5. Create a unique sleeping theme at your bed

If you like hello kitty to sleep with you, get one and put it on your bed. This is no kidding. Your room might or might not have it's own theme. Some people make their bedroom as their working place. You can have many different things or theme in your own room, but at least avoid turning your bed into one.

If you have anything you feel good to sleep with, like a nice looking mattress, bolster, soft toys, or etc, spend some money to improve your sleeping experience. This is a good investment for a long period (unless the price is too absurd for that particular item that you want).

When you have a nice bed that you feel really comfortable, you eventually give yourself more reasons to get more early sleep because our mind usually request our self to go for whatever that make us feel comfortable. To add more for feeling comfortable, you should be more hardworking to tidy up your bed often and clean your blanket & mattress once a week.

Again, setting a specific theme at first might not give you the best feeling as this required multiple experience to get you to the best sleeping feeling. You can experience with a theme and then try to feel if there is anything missing. You probably need to Google for different type of bedroom decoration or theme and see what's make you feel good. Or changing the position of all items on the bed once in awhile. So bear in mind that feeling is the main key that helps you to determine what's best for yourself.

Lastly, keep everything in control


Self control is the major thing to make everything as mentioned above works, remember what's stated before the first tips?
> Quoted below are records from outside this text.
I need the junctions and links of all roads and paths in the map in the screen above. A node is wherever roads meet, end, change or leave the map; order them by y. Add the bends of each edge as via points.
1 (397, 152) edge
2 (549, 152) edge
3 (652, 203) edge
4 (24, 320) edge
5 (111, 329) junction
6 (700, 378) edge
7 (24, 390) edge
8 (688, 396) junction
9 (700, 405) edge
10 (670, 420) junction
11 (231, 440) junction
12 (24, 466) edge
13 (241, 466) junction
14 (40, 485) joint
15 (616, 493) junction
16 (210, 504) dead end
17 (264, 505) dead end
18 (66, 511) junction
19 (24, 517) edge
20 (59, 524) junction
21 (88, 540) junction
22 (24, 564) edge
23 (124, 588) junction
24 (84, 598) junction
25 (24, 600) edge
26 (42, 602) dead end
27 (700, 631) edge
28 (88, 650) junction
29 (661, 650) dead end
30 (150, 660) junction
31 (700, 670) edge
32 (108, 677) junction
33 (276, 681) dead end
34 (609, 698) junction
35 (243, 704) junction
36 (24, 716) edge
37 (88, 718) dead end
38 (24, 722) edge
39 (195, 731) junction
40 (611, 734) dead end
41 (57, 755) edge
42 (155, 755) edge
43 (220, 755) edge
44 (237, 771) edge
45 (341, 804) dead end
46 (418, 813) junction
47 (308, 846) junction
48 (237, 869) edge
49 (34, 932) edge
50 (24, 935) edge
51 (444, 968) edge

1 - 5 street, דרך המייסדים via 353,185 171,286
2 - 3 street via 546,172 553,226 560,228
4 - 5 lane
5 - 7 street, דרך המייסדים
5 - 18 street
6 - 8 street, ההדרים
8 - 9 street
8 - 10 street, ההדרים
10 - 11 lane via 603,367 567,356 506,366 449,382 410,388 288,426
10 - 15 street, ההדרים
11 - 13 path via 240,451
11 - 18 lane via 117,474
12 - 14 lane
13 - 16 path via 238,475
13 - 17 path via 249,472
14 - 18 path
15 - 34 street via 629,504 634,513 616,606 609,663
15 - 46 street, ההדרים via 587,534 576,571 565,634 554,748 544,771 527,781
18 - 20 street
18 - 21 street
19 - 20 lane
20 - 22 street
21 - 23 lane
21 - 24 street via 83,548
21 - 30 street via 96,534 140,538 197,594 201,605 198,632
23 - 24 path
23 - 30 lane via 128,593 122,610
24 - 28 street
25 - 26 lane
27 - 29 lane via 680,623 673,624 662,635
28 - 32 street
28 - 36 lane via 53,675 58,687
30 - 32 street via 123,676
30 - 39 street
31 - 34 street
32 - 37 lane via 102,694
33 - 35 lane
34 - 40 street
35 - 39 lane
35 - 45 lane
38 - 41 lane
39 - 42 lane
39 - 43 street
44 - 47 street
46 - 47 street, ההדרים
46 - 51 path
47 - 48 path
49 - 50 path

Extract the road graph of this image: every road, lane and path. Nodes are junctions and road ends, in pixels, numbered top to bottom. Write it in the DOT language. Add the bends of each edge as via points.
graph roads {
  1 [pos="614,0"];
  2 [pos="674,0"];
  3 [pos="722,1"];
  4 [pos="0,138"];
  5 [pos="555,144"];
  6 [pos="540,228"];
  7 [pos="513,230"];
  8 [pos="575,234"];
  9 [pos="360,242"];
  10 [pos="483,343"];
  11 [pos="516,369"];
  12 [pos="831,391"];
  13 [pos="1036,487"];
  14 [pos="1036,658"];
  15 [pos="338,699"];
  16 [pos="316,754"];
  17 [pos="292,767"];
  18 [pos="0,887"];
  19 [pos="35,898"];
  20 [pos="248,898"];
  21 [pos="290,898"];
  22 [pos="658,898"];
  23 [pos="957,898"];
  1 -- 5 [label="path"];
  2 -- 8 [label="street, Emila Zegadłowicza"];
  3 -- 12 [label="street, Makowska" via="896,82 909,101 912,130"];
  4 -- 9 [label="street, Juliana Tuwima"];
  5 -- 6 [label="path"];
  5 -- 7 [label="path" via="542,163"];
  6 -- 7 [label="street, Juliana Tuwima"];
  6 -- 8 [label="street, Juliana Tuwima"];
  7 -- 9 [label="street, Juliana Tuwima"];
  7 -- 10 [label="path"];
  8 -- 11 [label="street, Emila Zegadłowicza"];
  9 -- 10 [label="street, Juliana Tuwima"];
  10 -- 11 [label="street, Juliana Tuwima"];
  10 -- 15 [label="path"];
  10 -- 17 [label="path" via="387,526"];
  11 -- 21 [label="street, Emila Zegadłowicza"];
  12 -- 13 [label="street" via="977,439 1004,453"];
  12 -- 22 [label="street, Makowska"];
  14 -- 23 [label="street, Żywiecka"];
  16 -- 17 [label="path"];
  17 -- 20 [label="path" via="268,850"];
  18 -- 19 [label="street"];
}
When you had everything well scheduled, what you need to do next is to make sure you practice your schedule and train your own self to make them work as expected. As a summary of what you need to do to practice a good night sleep, there are a few thing you need to bear in mind.

First, when you done considering a list of schedule and action that helps your to sleep better, you need to list everything down in a piece of paper. If you don't do this, you risk forgetting a few parts or most of your schedule. When the time comes, you get higher chance of forgetting what you need to do at the certain time. Write it out as clear as possible so you just need to follow the schedule according to the paper. That's one thing you need to train yourself at this step. And then you need to consider carefully and review on the list to know if those are the best for you. As time goes by, you might find certain activity is not right and you want something else that can make you get into better sleep.

Second, train yourself to follow exactly what stated in the paper, and DO NOT change it at will. When you think there is a need to change what you stated in the paper, find the right peaceful time and think really carefully on the reason why you should change it. Because simply changing it at will is equivalent to simply changing your career just because you don't feel like you like it, rather doing so after deep consideration. We are not going to talk about how serious about changing our path just because we don't feel like it, but it is indeed causing a huge problem in your life if you change your path by depending on pure feeling.

Lastly, on the contradiction of self control, you need to learn and train yourself to fight addiction and unhealthy desire that delay your time, basically on everything. This is referring to all those activity that keep you awake at the time when you are suppose to get to bed. In case you have not realize, the practice of self control to train yourself to be conscious on what you really want to do and control event that you know it should not be there or should have more restrain in it is a difficult practice that not only helps you to get a better sleep, it's also something that help in many different aspect in your life. It's all about decision making and learn to achieve your target with practical & effective measurements. So this practice is not only to provide yourself a good sleeping experience, but also beneficial in your daily life when you are learn to set better target for your life improvement.